# Stored items:
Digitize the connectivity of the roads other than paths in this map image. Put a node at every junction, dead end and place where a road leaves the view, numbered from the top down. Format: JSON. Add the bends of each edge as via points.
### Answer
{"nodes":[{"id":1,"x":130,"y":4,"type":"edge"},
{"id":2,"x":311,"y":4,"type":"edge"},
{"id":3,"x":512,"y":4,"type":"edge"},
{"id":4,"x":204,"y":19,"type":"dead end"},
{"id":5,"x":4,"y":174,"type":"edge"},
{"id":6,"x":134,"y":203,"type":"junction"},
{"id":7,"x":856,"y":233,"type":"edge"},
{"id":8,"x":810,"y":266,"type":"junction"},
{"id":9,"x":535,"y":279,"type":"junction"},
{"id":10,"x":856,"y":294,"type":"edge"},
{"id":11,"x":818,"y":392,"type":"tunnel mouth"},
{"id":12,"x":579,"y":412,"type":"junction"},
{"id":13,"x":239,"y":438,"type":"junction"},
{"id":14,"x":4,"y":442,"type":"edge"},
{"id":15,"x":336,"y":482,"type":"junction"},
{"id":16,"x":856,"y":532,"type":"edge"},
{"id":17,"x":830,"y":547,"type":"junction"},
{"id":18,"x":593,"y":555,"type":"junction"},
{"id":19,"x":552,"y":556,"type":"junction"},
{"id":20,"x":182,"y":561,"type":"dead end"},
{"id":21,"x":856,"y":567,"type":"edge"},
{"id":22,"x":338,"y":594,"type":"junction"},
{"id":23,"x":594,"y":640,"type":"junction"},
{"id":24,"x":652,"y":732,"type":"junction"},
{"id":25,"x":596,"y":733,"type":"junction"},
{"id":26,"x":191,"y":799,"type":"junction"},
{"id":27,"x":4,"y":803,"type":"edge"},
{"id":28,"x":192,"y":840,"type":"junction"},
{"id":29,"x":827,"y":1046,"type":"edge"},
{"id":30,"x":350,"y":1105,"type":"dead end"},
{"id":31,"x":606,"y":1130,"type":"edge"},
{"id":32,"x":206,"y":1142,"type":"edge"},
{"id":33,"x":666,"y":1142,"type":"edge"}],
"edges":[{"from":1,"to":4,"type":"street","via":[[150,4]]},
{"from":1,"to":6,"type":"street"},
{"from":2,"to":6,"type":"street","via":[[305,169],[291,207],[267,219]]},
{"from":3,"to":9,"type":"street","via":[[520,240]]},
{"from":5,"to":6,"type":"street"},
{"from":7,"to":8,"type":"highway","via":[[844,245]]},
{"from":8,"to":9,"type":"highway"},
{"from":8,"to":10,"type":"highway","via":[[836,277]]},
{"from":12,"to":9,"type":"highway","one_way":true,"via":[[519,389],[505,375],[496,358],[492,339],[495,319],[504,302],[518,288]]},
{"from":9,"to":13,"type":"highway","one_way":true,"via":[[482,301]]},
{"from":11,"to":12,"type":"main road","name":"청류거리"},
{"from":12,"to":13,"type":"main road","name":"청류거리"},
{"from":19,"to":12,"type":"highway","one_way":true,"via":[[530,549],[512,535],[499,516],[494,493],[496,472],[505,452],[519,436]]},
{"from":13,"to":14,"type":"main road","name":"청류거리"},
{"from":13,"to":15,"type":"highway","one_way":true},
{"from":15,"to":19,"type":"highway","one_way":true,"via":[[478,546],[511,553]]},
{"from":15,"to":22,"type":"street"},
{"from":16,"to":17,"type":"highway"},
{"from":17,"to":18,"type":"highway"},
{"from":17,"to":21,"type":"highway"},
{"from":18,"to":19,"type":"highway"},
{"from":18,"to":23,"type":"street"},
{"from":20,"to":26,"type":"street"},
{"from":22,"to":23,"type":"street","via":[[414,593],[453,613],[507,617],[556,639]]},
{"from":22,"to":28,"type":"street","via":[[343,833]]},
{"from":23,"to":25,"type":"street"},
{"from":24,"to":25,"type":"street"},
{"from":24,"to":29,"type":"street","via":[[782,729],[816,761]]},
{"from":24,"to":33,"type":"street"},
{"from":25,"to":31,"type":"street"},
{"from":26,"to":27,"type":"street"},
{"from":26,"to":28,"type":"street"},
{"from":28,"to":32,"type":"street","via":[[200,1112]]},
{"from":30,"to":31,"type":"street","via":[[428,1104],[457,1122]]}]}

# WORK ORDER:
Every entry above should be retyped exactly as it appears.

# REPLY:
Digitize the connectivity of the roads other than paths in this map image. Put a node at every junction, dead end and place where a road leaves the view, numbered from the top down. Format: JSON. Add the bends of each edge as via points.
### Answer
{"nodes":[{"id":1,"x":130,"y":4,"type":"edge"},
{"id":2,"x":311,"y":4,"type":"edge"},
{"id":3,"x":512,"y":4,"type":"edge"},
{"id":4,"x":204,"y":19,"type":"dead end"},
{"id":5,"x":4,"y":174,"type":"edge"},
{"id":6,"x":134,"y":203,"type":"junction"},
{"id":7,"x":856,"y":233,"type":"edge"},
{"id":8,"x":810,"y":266,"type":"junction"},
{"id":9,"x":535,"y":279,"type":"junction"},
{"id":10,"x":856,"y":294,"type":"edge"},
{"id":11,"x":818,"y":392,"type":"tunnel mouth"},
{"id":12,"x":579,"y":412,"type":"junction"},
{"id":13,"x":239,"y":438,"type":"junction"},
{"id":14,"x":4,"y":442,"type":"edge"},
{"id":15,"x":336,"y":482,"type":"junction"},
{"id":16,"x":856,"y":532,"type":"edge"},
{"id":17,"x":830,"y":547,"type":"junction"},
{"id":18,"x":593,"y":555,"type":"junction"},
{"id":19,"x":552,"y":556,"type":"junction"},
{"id":20,"x":182,"y":561,"type":"dead end"},
{"id":21,"x":856,"y":567,"type":"edge"},
{"id":22,"x":338,"y":594,"type":"junction"},
{"id":23,"x":594,"y":640,"type":"junction"},
{"id":24,"x":652,"y":732,"type":"junction"},
{"id":25,"x":596,"y":733,"type":"junction"},
{"id":26,"x":191,"y":799,"type":"junction"},
{"id":27,"x":4,"y":803,"type":"edge"},
{"id":28,"x":192,"y":840,"type":"junction"},
{"id":29,"x":827,"y":1046,"type":"edge"},
{"id":30,"x":350,"y":1105,"type":"dead end"},
{"id":31,"x":606,"y":1130,"type":"edge"},
{"id":32,"x":206,"y":1142,"type":"edge"},
{"id":33,"x":666,"y":1142,"type":"edge"}],
"edges":[{"from":1,"to":4,"type":"street","via":[[150,4]]},
{"from":1,"to":6,"type":"street"},
{"from":2,"to":6,"type":"street","via":[[305,169],[291,207],[267,219]]},
{"from":3,"to":9,"type":"street","via":[[520,240]]},
{"from":5,"to":6,"type":"street"},
{"from":7,"to":8,"type":"highway","via":[[844,245]]},
{"from":8,"to":9,"type":"highway"},
{"from":8,"to":10,"type":"highway","via":[[836,277]]},
{"from":12,"to":9,"type":"highway","one_way":true,"via":[[519,389],[505,375],[496,358],[492,339],[495,319],[504,302],[518,288]]},
{"from":9,"to":13,"type":"highway","one_way":true,"via":[[482,301]]},
{"from":11,"to":12,"type":"main road","name":"청류거리"},
{"from":12,"to":13,"type":"main road","name":"청류거리"},
{"from":19,"to":12,"type":"highway","one_way":true,"via":[[530,549],[512,535],[499,516],[494,493],[496,472],[505,452],[519,436]]},
{"from":13,"to":14,"type":"main road","name":"청류거리"},
{"from":13,"to":15,"type":"highway","one_way":true},
{"from":15,"to":19,"type":"highway","one_way":true,"via":[[478,546],[511,553]]},
{"from":15,"to":22,"type":"street"},
{"from":16,"to":17,"type":"highway"},
{"from":17,"to":18,"type":"highway"},
{"from":17,"to":21,"type":"highway"},
{"from":18,"to":19,"type":"highway"},
{"from":18,"to":23,"type":"street"},
{"from":20,"to":26,"type":"street"},
{"from":22,"to":23,"type":"street","via":[[414,593],[453,613],[507,617],[556,639]]},
{"from":22,"to":28,"type":"street","via":[[343,833]]},
{"from":23,"to":25,"type":"street"},
{"from":24,"to":25,"type":"street"},
{"from":24,"to":29,"type":"street","via":[[782,729],[816,761]]},
{"from":24,"to":33,"type":"street"},
{"from":25,"to":31,"type":"street"},
{"from":26,"to":27,"type":"street"},
{"from":26,"to":28,"type":"street"},
{"from":28,"to":32,"type":"street","via":[[200,1112]]},
{"from":30,"to":31,"type":"street","via":[[428,1104],[457,1122]]}]}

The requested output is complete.